AMELIA – For the sixth year in a row experts from sixteen nations convened in this tranquil city set amid the rolling green hills of Umbria, 100 miles north of Rome, for an interdisciplinary conference on art crime, held in Amelia June 27 – 29. Among the speakers from as far away as New Zealand and New York were archeologists and art historians, police and intelligence officers, attorneys and sitting judges.
Crimes destructive to the heritage occur not only through the sale of forgeries and the looting of museums, churches and private collections, but also in wartime. On hand, therefore, revealing how he works under cover to protect the heritage in wartime, was also a real-life “Monuments Man” who had in fact been consulted by George Clooney prior to the making of the film Monuments Men. (“But let’s face it: Clooney is just too old to play me,” the real one joked.)
Art crime, needless to say, is no laughing matter. This unique convening of detectives and bookworms, Interpol officers and forensic archaeologists is organized annually by Prof. Noah Charney, president of the Association for Research into Crimes against Art and chief editor of the semi-annual “Journal of Art Crime.”

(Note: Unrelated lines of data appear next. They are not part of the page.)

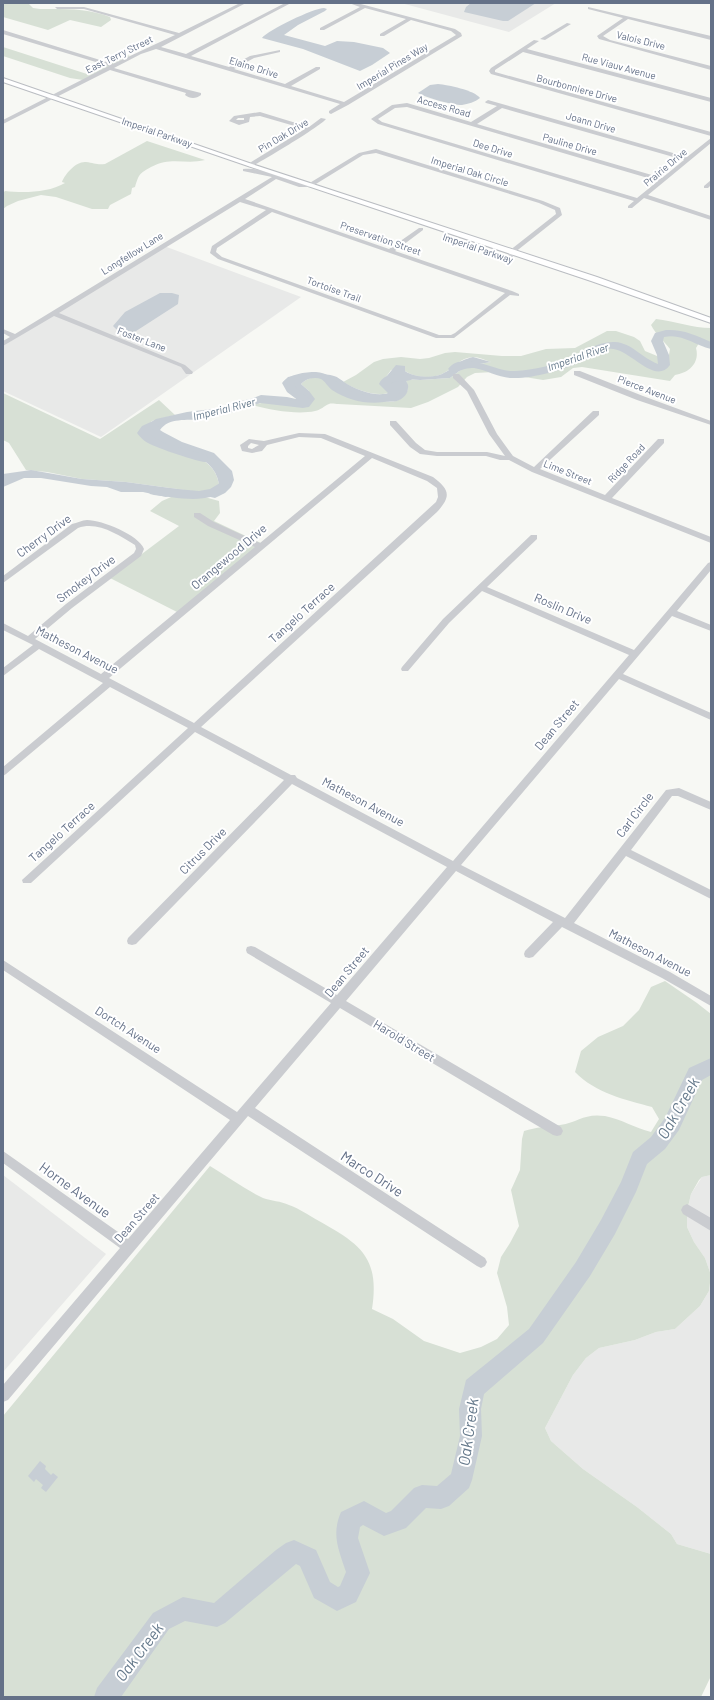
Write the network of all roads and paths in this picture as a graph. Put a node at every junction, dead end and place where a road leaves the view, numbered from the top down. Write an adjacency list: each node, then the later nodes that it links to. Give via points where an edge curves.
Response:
1 (240, 3): 12 (street, East Terry Street)
2 (289, 3): 18 (street)
3 (351, 3): 4 (street)
4 (364, 7): 8 (street); 10 (street)
5 (57, 8): 12 (street, via 84,8)
6 (590, 8): 7 (street)
7 (627, 18): 14 (street); 21 (street, Valois Drive, via 603,33 600,38)
8 (410, 19): 13 (street); 30 (street, Imperial Pines Way, via 453,30 459,34 457,38)
9 (569, 24): 16 (street, Bourbonniere Drive)
10 (322, 29)
11 (3, 32): 19 (street)
12 (179, 35): 15 (street, East Terry Street)
13 (382, 35)
14 (711, 38)
15 (156, 47): 18 (street, Elaine Drive); 19 (street, East Terry Street)
16 (523, 50): 28 (street, Rue Viauv Avenue, via 704,95); 42 (street, Bourbonniere Drive, via 493,69 493,73)
17 (278, 51): 22 (street, via 252,57)
18 (186, 56): 22 (street, Elaine Drive)
19 (113, 68): 25 (street); 27 (street, East Terry Street)
20 (318, 68): 24 (street)
21 (711, 68)
22 (229, 69): 24 (street, Elaine Drive)
23 (3, 80): 27 (main road, Imperial Parkway)
24 (286, 86): 30 (street, Elaine Drive)
25 (189, 92)
26 (30, 97): 27 (main road, Imperial Parkway)
27 (52, 100): 36 (street); 40 (street); 45 (main road, Imperial Parkway)
28 (711, 100)
29 (488, 102): 32 (street, Joann Drive)
30 (346, 104): 33 (street, Imperial Pines Way)
31 (402, 105): 39 (street, Access Road); 53 (street, Dee Drive, via 394,106 374,120)
32 (501, 106): 39 (street, Access Road); 44 (street, Joann Drive)
33 (332, 112)
34 (3, 114): 36 (street)
35 (247, 115): 41 (street, via 260,114)
36 (12, 117): 38 (street)
37 (323, 119): 41 (street, Pin Oak Drive)
38 (3, 122)
39 (472, 124): 47 (street, Pauline Drive)
40 (3, 128)
41 (310, 129): 45 (street, Pin Oak Drive)
42 (711, 134)
43 (711, 140): 44 (street, Prairie Drive)
44 (688, 159): 47 (street, Prairie Drive)
45 (248, 168): 46 (main road, Imperial Parkway); 49 (main road, Imperial Parkway)
46 (272, 179): 52 (street, Longfellow Lane); 58 (main road, Imperial Parkway)
47 (663, 180): 51 (street, Prairie Drive)
48 (711, 182): 50 (street)
49 (311, 185): 57 (main road, Imperial Parkway); 61 (street, Imperial Oak Circle, via 361,154 376,151 558,209 559,215)
50 (708, 188)
51 (644, 196): 53 (street, Prairie Drive); 56 (street)
52 (239, 199): 55 (street, Preservation Street); 64 (street, Longfellow Lane)
53 (638, 200): 54 (street, Prairie Drive)
54 (630, 207)
55 (271, 210): 60 (street, Preservation Street); 62 (street, Tortoise Trail, via 214,247 213,253 220,258 445,338 457,334)
56 (711, 218)
57 (417, 220): 58 (main road); 59 (main road, Imperial Parkway)
58 (421, 229): 59 (main road); 60 (street); 61 (main road, Imperial Parkway)
59 (490, 245): 61 (main road, Imperial Parkway)
60 (390, 251): 62 (street, Preservation Street)
61 (510, 255): 66 (main road, Imperial Parkway)
62 (510, 292): 63 (street, Preservation Street)
63 (517, 295)
64 (53, 313): 65 (street, Longfellow Lane); 69 (street, Foster Lane)
65 (46, 317): 69 (street, Foster Lane, via 68,326); 71 (street, Longfellow Lane)
66 (702, 320): 67 (main road, Imperial Parkway); 68 (main road, Imperial Parkway)
67 (711, 321)
68 (711, 326)
69 (86, 327): 73 (street, Foster Lane, via 183,366)
70 (3, 331): 71 (street)
71 (15, 336): 72 (street, Longfellow Lane)
72 (3, 344)
73 (189, 372)
74 (577, 373): 78 (street, Pierce Avenue)
75 (456, 376): 81 (street, Lime Street, via 470,390)
76 (596, 413): 85 (street)
77 (393, 423): 82 (street, via 423,452)
78 (711, 423)
79 (661, 441): 86 (street, Ridge Road)
80 (264, 443): 83 (street, Tangelo Terrace, via 299,435 314,435)
81 (500, 446): 82 (street); 84 (street, Lime Street)
82 (487, 454): 84 (street)
83 (372, 455): 91 (street, Orangewood Drive); 106 (street, Tangelo Terrace, via 436,483 443,492 441,502)
84 (510, 458): 85 (street, Lime Street)
85 (535, 470): 86 (street, Lime Street)
86 (607, 498): 90 (street, Lime Street)
87 (197, 515): 91 (street)
88 (124, 536): 93 (street, Cherry Drive, via 92,523 83,523 75,526); 98 (street, Smokey Drive, via 138,544 138,554)
89 (534, 537): 94 (street)
90 (711, 540)
91 (261, 547): 104 (street, Orangewood Drive)
92 (711, 565): 95 (street, Dean Street)
93 (3, 580)
94 (482, 588): 100 (street, Roslin Drive); 101 (street, via 446,621)
95 (671, 612): 97 (street); 100 (street, Dean Street)
96 (3, 626): 98 (street, Matheson Avenue)
97 (711, 628)
98 (29, 640): 99 (street, Matheson Avenue)
99 (39, 645): 102 (street); 104 (street, Matheson Avenue)
100 (635, 654): 103 (street, Dean Street)
101 (405, 669)
102 (3, 673)
103 (617, 675): 105 (street); 111 (street, Dean Street)
104 (107, 680): 106 (street, Matheson Avenue); 107 (street, Orangewood Drive)
105 (711, 717)
106 (195, 727): 108 (street, Matheson Avenue); 112 (street, Tangelo Terrace)
107 (3, 772)
108 (292, 778): 111 (street, Matheson Avenue); 115 (street, Citrus Drive)
109 (711, 806): 110 (street, Carl Circle, via 679,792 669,793)
110 (624, 851): 113 (street, Carl Circle); 114 (street, Carl Circle)
111 (454, 866): 114 (street, Matheson Avenue); 120 (street, Dean Street)
112 (27, 880)
113 (711, 896)
114 (564, 923): 117 (street, Carl Circle); 119 (street, Matheson Avenue)
115 (132, 941)
116 (251, 950): 120 (street, Harold Street)
117 (529, 954)
118 (3, 964): 122 (street, Dortch Avenue)
119 (711, 1001)
120 (338, 1002): 121 (street, Dean Street); 123 (street, Harold Street)
121 (247, 1109): 122 (street, Dean Street); 128 (street, Marco Drive)
122 (239, 1119): 127 (street, Dean Street)
123 (556, 1131)
124 (3, 1156): 127 (street, Horne Avenue)
125 (687, 1210): 126 (street)
126 (711, 1225)
127 (129, 1248): 129 (street, Dean Street)
128 (481, 1262)
129 (4, 1392)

Art crime and restitutions have been a burning issue for literally centuries - to wit., the never ending quarrel between the British Museum and the directors of the New Acropolis Museum over ownership of the Elgin Marbles (or, as Greece would have it, the Parthenon Marbles), removed from the Acropolis and shipped to London before 1805 by Lord Elgin, at the time British ambassador to the Ottoman Empire.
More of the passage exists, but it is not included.